• [EXERCISE INSTRUCTIONS]
Work out the number of lines in the records that include the word "Dighe"; reply with that number alone.

[[ RECORDS PROVIDED open ]]

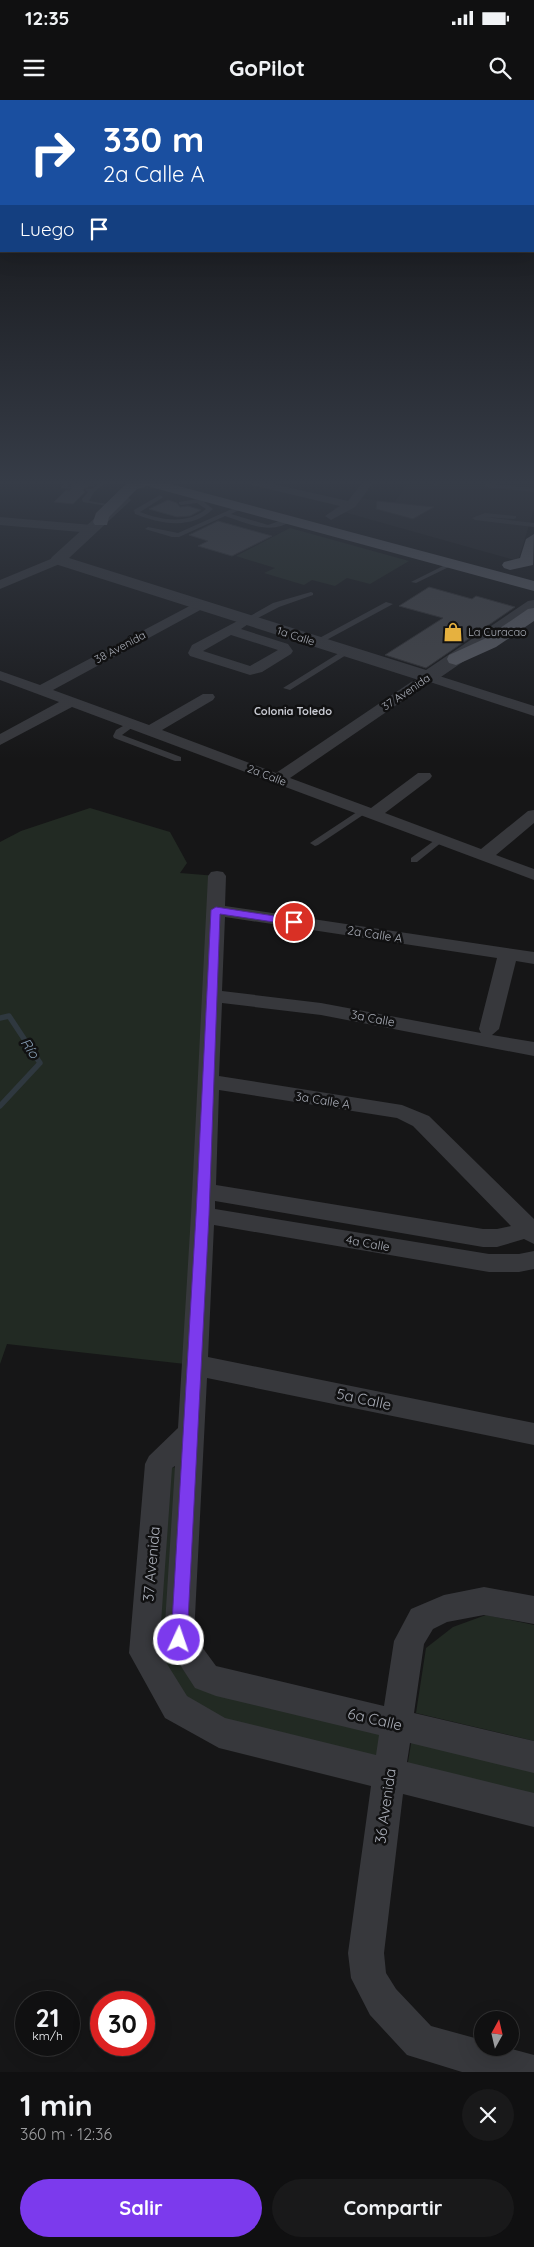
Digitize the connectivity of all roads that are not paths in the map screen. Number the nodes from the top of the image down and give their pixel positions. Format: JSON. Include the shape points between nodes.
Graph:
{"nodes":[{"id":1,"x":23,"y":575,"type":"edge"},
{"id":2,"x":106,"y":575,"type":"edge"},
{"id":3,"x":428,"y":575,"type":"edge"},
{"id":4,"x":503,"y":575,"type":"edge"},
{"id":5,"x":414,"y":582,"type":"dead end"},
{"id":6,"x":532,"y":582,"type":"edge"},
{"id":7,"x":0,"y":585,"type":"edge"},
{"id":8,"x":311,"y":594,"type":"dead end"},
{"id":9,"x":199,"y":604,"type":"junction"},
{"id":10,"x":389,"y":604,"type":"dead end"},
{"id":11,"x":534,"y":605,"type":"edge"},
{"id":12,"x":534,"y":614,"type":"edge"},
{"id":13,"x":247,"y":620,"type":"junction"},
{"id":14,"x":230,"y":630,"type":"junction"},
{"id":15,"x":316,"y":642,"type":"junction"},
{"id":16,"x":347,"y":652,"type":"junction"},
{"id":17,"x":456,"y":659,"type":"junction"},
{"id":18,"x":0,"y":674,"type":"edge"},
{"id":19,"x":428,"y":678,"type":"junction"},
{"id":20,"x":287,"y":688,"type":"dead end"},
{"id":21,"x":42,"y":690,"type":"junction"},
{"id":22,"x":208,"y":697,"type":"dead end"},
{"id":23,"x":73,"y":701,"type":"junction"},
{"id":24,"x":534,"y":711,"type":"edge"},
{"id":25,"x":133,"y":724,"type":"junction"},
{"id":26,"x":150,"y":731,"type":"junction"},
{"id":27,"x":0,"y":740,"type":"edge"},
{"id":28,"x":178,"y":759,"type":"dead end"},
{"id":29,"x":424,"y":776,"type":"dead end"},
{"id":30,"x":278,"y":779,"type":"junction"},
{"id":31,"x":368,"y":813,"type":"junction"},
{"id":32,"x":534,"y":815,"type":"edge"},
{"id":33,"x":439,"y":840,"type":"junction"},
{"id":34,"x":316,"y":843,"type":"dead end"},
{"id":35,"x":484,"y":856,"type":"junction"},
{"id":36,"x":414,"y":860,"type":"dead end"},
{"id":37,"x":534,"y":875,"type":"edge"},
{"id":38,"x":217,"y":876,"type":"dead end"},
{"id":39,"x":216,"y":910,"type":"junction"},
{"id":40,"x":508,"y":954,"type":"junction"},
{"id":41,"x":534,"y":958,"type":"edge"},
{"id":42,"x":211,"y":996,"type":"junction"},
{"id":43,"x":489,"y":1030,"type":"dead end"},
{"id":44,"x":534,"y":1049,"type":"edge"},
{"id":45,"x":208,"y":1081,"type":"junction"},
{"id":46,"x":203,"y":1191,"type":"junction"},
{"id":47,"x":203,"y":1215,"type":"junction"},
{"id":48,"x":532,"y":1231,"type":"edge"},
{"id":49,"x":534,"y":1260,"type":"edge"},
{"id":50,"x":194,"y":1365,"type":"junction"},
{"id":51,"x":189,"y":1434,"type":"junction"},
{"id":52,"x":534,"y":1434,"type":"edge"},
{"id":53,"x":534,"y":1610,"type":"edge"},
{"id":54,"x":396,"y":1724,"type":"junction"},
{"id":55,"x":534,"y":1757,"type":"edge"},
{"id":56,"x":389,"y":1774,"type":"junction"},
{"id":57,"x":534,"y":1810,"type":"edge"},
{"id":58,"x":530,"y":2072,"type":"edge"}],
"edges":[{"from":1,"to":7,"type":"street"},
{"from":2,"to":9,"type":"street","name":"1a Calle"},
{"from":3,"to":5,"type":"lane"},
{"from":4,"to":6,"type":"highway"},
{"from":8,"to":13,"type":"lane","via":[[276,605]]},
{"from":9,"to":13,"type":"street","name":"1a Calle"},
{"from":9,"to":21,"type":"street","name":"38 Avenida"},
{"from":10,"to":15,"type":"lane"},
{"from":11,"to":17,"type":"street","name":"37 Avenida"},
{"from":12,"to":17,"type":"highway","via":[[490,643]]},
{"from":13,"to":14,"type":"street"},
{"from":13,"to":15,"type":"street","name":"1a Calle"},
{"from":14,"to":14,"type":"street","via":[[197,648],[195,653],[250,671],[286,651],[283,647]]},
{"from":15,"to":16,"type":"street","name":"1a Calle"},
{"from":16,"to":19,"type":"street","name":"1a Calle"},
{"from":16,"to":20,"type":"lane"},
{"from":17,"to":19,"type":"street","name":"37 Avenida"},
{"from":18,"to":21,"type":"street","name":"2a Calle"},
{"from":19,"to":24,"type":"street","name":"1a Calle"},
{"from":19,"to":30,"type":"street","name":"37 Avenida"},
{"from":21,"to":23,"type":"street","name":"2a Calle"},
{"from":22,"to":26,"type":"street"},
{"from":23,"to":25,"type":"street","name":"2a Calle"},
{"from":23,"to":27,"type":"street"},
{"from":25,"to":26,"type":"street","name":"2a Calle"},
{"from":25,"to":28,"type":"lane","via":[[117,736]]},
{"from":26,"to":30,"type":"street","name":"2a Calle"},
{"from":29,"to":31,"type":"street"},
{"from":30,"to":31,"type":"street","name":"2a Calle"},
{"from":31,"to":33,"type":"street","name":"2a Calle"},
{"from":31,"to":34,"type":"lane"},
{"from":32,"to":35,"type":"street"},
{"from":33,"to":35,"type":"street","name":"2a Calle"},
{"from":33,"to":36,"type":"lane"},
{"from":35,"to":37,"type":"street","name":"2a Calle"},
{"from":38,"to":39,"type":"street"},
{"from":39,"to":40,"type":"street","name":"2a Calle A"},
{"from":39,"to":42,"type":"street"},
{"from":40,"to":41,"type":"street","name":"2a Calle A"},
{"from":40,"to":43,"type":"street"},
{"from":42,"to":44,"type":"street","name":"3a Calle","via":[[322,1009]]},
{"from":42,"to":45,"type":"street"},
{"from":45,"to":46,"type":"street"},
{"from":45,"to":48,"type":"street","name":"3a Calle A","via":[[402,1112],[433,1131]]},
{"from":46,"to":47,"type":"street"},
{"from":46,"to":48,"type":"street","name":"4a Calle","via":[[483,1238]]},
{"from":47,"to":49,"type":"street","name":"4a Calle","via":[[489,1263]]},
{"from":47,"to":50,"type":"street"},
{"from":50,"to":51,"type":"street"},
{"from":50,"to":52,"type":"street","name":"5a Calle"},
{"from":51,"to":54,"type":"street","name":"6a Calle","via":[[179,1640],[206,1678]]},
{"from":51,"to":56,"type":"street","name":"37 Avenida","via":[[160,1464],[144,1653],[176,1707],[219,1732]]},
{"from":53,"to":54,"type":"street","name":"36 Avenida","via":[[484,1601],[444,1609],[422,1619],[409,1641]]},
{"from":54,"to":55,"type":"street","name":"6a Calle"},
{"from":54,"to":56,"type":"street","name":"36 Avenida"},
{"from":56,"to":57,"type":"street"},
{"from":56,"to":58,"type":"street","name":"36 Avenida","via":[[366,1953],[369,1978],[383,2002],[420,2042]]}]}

[[ RECORDS PROVIDED closed ]]
[[ RECORDS PROVIDED open ]]

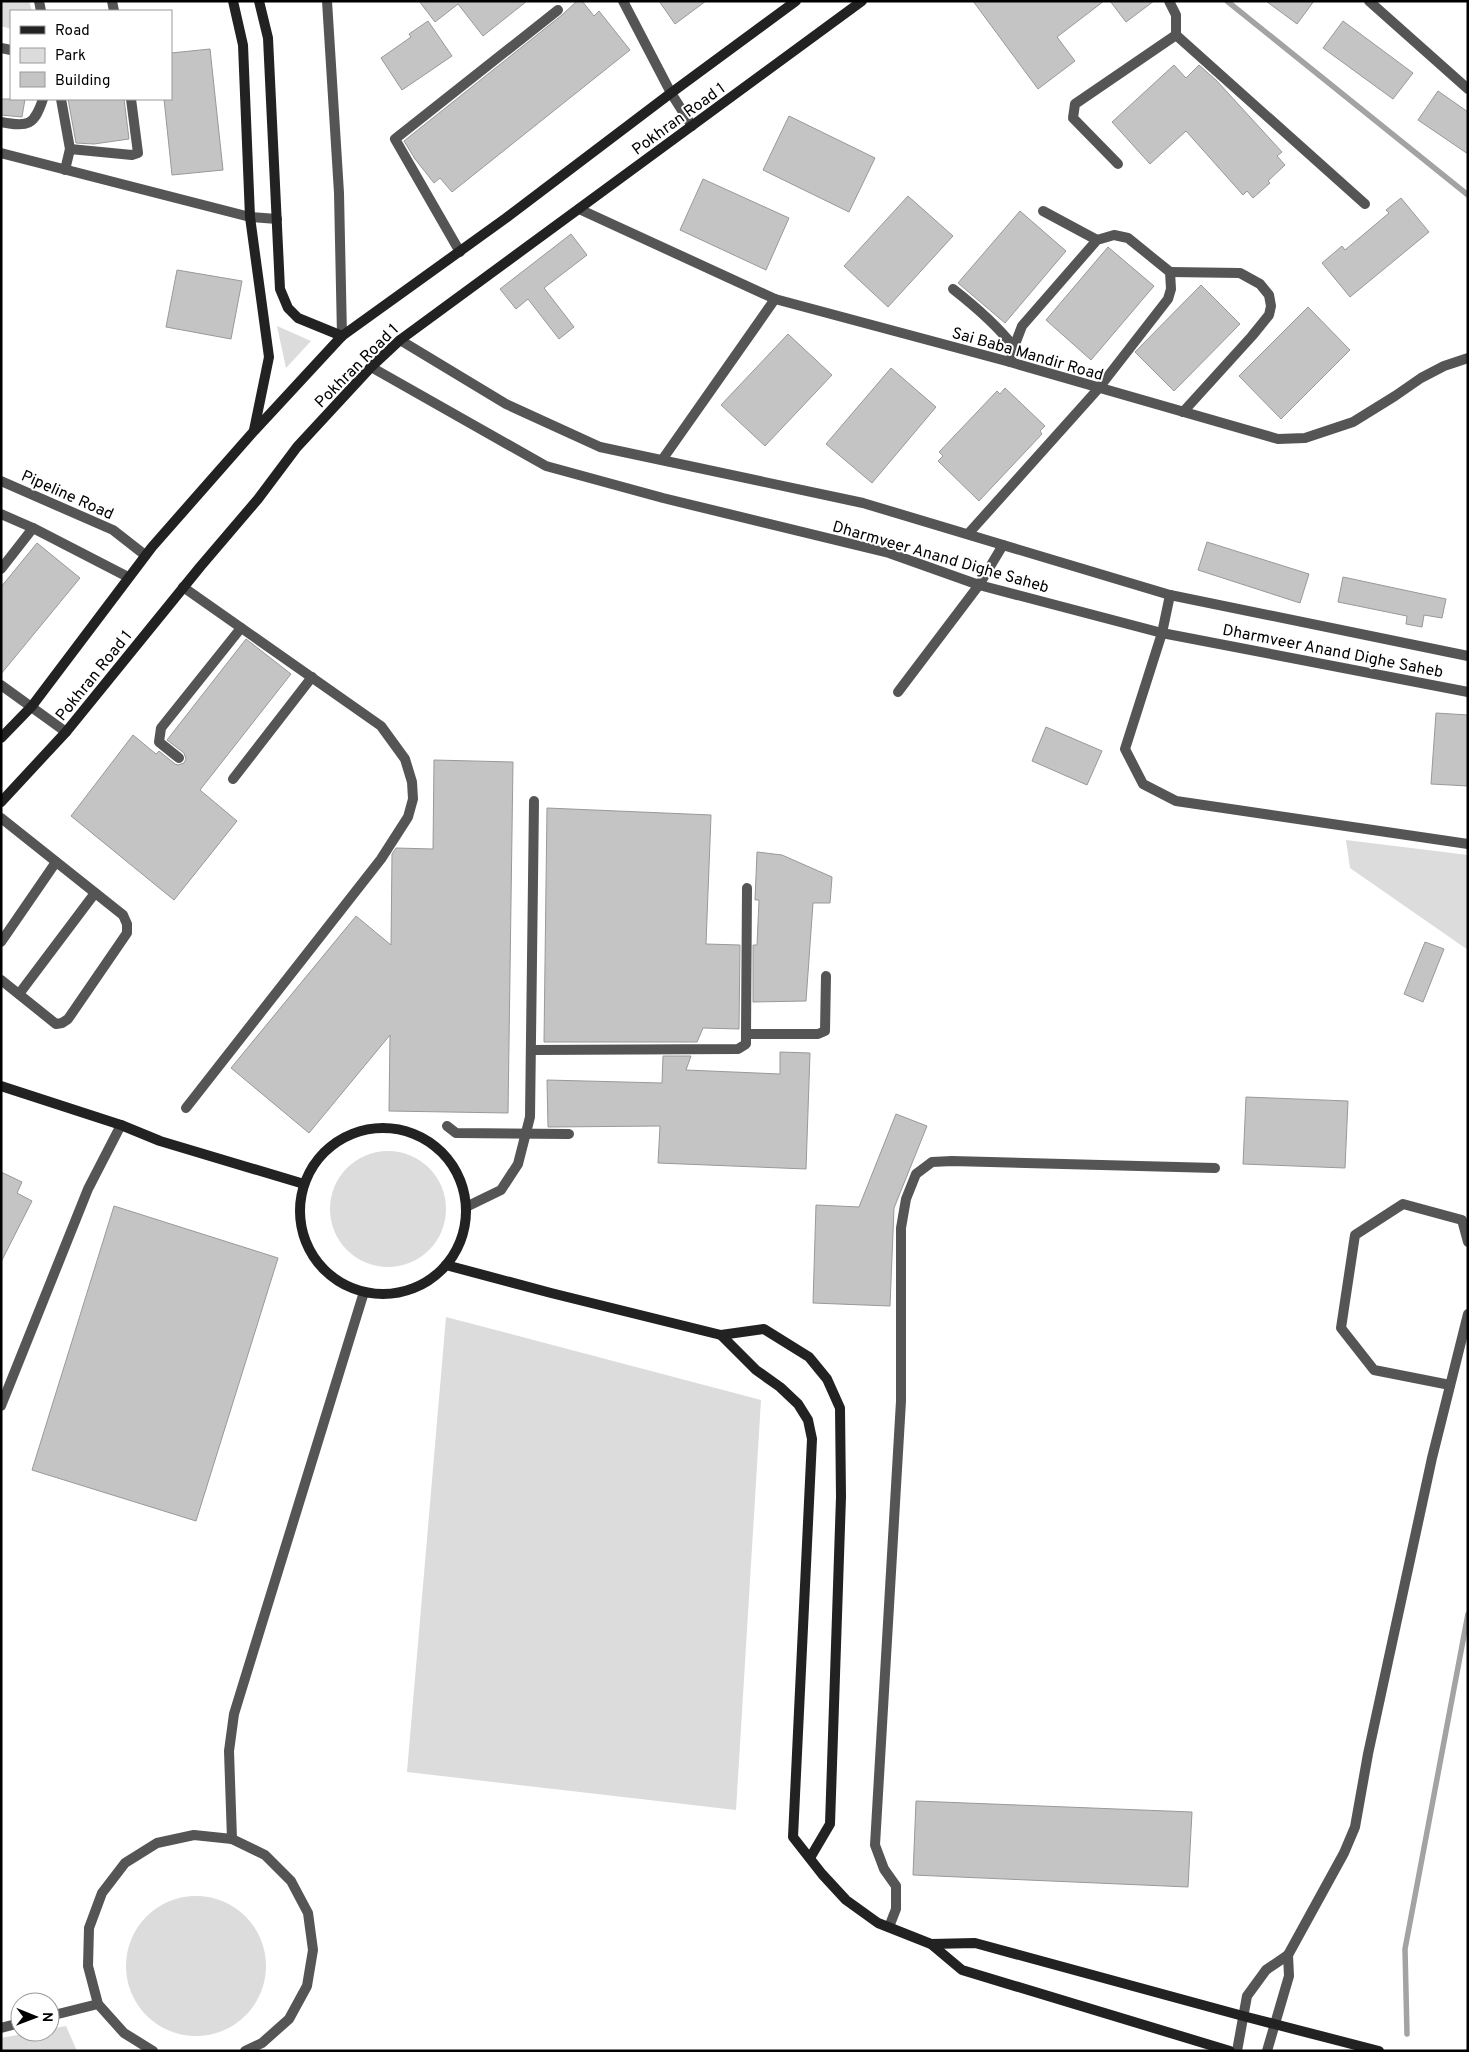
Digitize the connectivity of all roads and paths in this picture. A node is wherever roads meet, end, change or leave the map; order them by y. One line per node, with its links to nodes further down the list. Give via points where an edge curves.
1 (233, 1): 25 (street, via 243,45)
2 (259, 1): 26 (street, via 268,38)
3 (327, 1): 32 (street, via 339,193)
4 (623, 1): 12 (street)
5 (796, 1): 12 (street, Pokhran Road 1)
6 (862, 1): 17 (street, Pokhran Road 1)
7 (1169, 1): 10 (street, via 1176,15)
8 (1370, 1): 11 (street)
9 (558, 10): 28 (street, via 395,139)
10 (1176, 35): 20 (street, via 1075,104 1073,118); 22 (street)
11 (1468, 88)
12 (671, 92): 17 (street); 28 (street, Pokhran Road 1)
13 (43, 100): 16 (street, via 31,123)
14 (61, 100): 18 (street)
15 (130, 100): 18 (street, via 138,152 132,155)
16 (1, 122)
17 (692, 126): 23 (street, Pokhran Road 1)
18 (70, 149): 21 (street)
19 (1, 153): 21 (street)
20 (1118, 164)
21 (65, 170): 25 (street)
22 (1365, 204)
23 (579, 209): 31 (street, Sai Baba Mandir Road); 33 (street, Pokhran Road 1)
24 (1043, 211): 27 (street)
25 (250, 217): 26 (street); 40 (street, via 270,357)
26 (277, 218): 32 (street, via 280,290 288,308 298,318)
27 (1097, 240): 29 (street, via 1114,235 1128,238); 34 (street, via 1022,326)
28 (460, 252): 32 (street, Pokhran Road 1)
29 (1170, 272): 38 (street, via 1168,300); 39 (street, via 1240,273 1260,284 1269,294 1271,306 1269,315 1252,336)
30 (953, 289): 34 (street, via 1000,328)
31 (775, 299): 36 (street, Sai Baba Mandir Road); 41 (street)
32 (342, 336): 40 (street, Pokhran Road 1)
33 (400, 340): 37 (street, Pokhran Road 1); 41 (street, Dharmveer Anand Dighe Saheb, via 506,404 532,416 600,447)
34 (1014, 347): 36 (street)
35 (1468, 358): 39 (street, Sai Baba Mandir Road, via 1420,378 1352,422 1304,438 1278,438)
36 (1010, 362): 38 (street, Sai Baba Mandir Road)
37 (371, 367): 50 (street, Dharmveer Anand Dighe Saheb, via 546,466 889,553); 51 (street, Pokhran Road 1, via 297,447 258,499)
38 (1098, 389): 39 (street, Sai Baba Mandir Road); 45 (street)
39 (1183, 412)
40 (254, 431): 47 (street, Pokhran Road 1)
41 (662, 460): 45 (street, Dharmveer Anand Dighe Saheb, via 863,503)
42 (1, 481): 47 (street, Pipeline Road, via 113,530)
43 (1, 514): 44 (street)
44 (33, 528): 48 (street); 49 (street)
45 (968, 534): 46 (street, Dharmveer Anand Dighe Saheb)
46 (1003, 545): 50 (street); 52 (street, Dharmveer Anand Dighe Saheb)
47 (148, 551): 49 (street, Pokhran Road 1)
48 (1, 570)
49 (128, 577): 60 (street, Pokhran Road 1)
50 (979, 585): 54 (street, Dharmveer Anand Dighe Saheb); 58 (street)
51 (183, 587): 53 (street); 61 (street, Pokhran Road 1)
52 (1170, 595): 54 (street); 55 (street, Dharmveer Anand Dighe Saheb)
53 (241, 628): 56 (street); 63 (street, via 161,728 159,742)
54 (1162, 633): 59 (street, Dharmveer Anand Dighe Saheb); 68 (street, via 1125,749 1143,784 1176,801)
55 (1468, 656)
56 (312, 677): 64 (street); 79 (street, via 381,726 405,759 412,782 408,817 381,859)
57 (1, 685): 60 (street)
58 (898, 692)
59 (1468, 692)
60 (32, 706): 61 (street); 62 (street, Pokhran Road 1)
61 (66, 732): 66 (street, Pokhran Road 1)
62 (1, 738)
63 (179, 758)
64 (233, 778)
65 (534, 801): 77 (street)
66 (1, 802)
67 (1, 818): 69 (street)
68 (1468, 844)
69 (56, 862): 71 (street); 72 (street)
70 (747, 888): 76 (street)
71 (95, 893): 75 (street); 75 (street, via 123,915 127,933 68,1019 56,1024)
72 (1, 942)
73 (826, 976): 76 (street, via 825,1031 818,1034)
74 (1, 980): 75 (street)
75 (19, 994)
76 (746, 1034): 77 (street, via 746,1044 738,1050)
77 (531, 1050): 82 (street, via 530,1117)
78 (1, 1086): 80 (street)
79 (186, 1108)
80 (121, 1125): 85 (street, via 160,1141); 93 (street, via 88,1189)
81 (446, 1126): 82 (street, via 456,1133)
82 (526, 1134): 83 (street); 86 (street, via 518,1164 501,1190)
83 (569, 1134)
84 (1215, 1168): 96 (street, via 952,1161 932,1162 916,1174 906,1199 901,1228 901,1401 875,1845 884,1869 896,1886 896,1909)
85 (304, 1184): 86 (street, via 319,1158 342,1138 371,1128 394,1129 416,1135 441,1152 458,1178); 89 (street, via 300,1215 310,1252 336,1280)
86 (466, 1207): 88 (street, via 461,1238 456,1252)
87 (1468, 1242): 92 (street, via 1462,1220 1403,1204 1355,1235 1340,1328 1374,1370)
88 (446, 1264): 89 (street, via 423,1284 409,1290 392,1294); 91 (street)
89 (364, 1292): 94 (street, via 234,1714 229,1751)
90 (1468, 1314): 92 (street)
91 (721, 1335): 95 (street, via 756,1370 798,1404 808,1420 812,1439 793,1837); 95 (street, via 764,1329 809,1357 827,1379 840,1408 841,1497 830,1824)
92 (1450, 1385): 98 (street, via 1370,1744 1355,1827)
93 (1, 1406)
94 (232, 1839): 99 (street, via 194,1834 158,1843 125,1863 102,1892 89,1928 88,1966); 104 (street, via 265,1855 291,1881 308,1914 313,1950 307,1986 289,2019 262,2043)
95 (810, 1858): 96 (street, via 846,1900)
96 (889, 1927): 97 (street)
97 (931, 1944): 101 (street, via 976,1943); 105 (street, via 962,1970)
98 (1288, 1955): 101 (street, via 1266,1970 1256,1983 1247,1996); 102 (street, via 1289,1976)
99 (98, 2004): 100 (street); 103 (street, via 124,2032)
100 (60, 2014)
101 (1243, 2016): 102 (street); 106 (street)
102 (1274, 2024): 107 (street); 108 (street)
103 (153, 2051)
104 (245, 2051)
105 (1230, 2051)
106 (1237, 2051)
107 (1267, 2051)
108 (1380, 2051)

[[ RECORDS PROVIDED closed ]]

• [SOLUTION FOR THIS PROBLEM]
8